Le père et l’oncle de Belkacem, une famille de 13 personnes, partageaient, il y a quelques mois, un appartement de trois pièces. Depuis que son oncle a déménagé, ils ne sont plus que cinq personnes à y habiter. Plus qu’un soulagement, un confort pour lui. “À Bab El-Oued, on ne vit pas. On vivote. On survit. Voyez-vous cet immeuble quasiment en ruine, mais toujours habité.

L'échafaudage est installé depuis peu et on se demande si ce n'est pas plutôt l'immeuble qui le soutient ! Drôle, n'est-ce pas ? À chaque fois que je traverse la rue, le bonheur se trouve tout juste à son issue. Après coup, on peut se considérer chanceux d'être encore en vie, de ne pas se retrouver gisant sous des barres de fer mal soutenues ou sous un gros morceau de béton détaché brusquement d'un balcon. Ça ne coûte pas cher le bonheur ici. La vie aussi !”, peste ce jeune de 26 ans, le sourire narquois, comme pour se moquer de son sort.

Belkacem enchaîne, mais c’est plus à lui-même qu’il donne l’impression de parler. Chaque mot est accompagné d’une grimace, comme une corde qui vibre sur le manche d’une guitare endiablée, et c’est déjà assez de cicatrices sur un visage aussi jeune.

“Vous connaissez le chant Bab El-Oued Chouhada ? Vous croyez que c'est juste un chant de stade exagéré ? Vous croyez que c'est juste en rapport avec les événements d'Octobre 1988 ? Non mon frère, c'est un chant de tous les jours, de chaque instant. Ici, plus qu'ailleurs, celui qui marche dans la rue sans se douter de son ombre peut mourir bêtement. Partir comme ça. Sans trop savoir ce qui lui arrive !” 

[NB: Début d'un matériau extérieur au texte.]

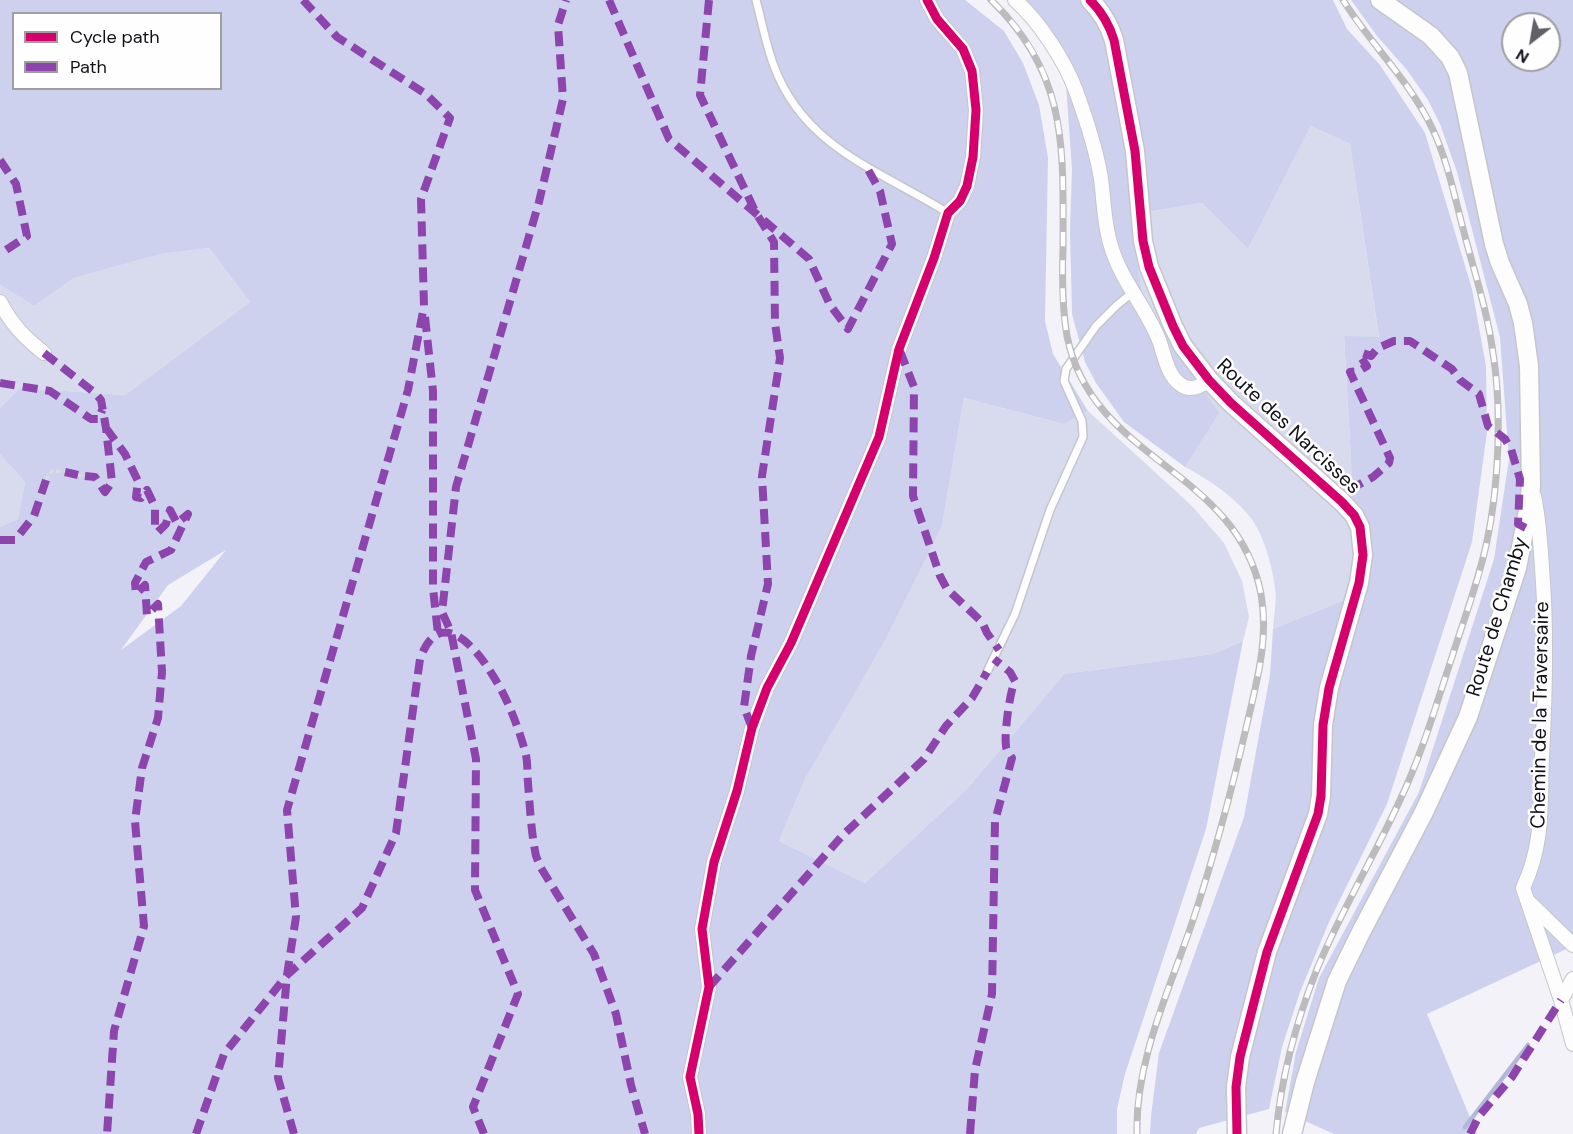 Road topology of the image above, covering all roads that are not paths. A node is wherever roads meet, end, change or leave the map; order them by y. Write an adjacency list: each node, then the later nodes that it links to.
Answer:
1 (756, 0): 6 (lane)
2 (927, 0): 6 (street)
3 (1016, 0): 7 (street)
4 (1090, 0): 10 (street, Route des Narcisses)
5 (1380, 0): 11 (street, Route de Chamby)
6 (948, 213): 18 (street)
7 (1132, 293): 10 (street); 12 (lane)
8 (0, 302): 9 (street)
9 (44, 353)
10 (1209, 380): 19 (street, Route des Narcisses)
11 (1531, 486): 13 (street, Chemin de la Traversaire); 20 (street, Route de Chamby)
12 (987, 672)
13 (1528, 901): 14 (street); 16 (street, Chemin de la Traversaire)
14 (1573, 945)
15 (1573, 979): 16 (street)
16 (1561, 1000): 17 (street, Chemin de la Traversaire)
17 (1573, 1044)
18 (699, 1134)
19 (1237, 1134)
20 (1292, 1134) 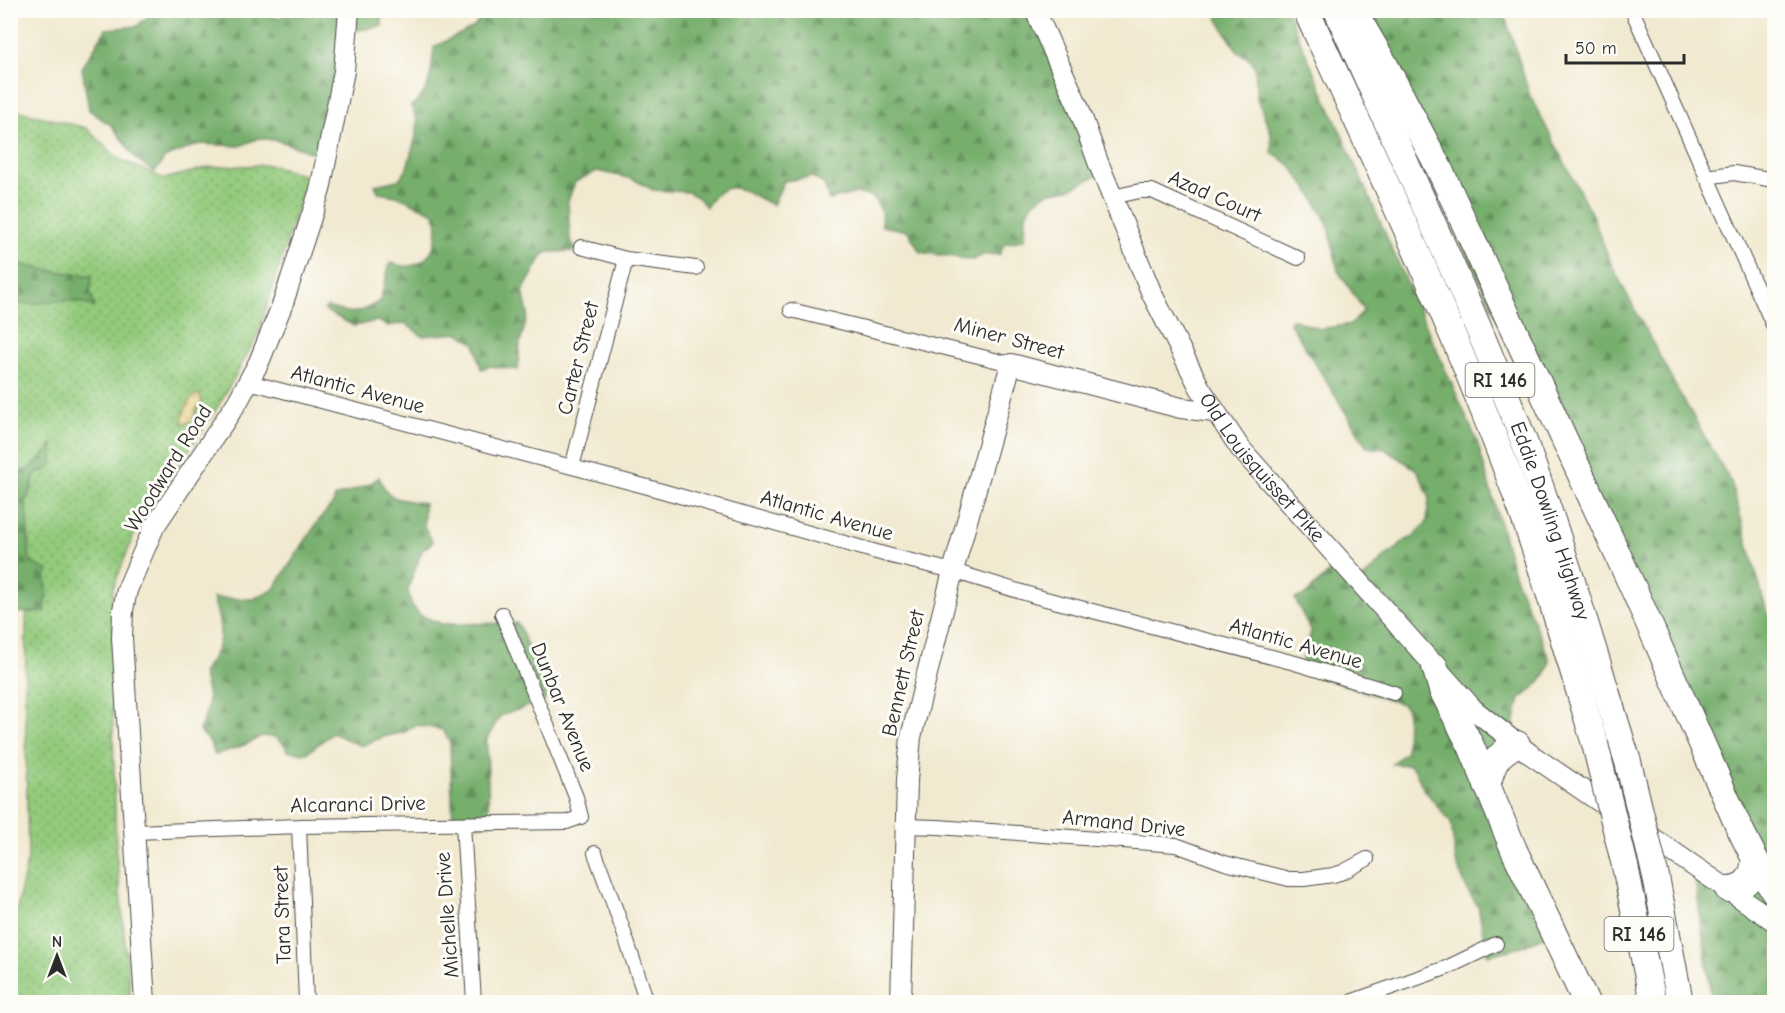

À Bab El-Oued, depuis que le marché couvert a été délocalisé à Triolet, des familles entières ont été plongées dans la pauvreté. Seuls quelque 100 commerçants ont pu bénéficier d’un espace de rechange, alors qu’avec le prolongement du marché dans les rues adjacentes, au moins 400 familles en tiraient bénéfice. Ce n’est pas pour rien, d’ailleurs, si le jardin public jouxtant la mosquée “Es Suna”, pas de la place des Trois-Horloges, pullule de vendeurs de téléphones d’occasion et de vendeurs informels d’or.

C’est à partir d’ici que déferlait la fameuse vague citoyenne “Casbah-Bab El-Oued”, pour prendre d’assaut la Grande-Poste d’Alger, durant les longs vendredis du Hirak. Alors, lorsque les clients se font rares, les désœuvrés s’acharnent sur les affiches collées sur le panneau électoral.

C’est le cas aussi à la frontière entre l’avenue Colonel-Lotfi et l’avenue Mohamed-Boukela où seuls les panneaux d’affiches électorales, sur lesquels des vendeurs à la sauvette accrochent des parapluies cédés à 650 DA l’unité, indiquent la perspective de prochaines élections.

Haut lieu de la colère sociale et symbole d’une jeunesse en rupture, Bab El-Oued, en cette timide campagne électorale, semble regarder ailleurs… vers elle-même et ses blessures en ce 20e anniversaire des tragiques inondations qui ont failli jeter cet immense quartier populaire  dans la mer.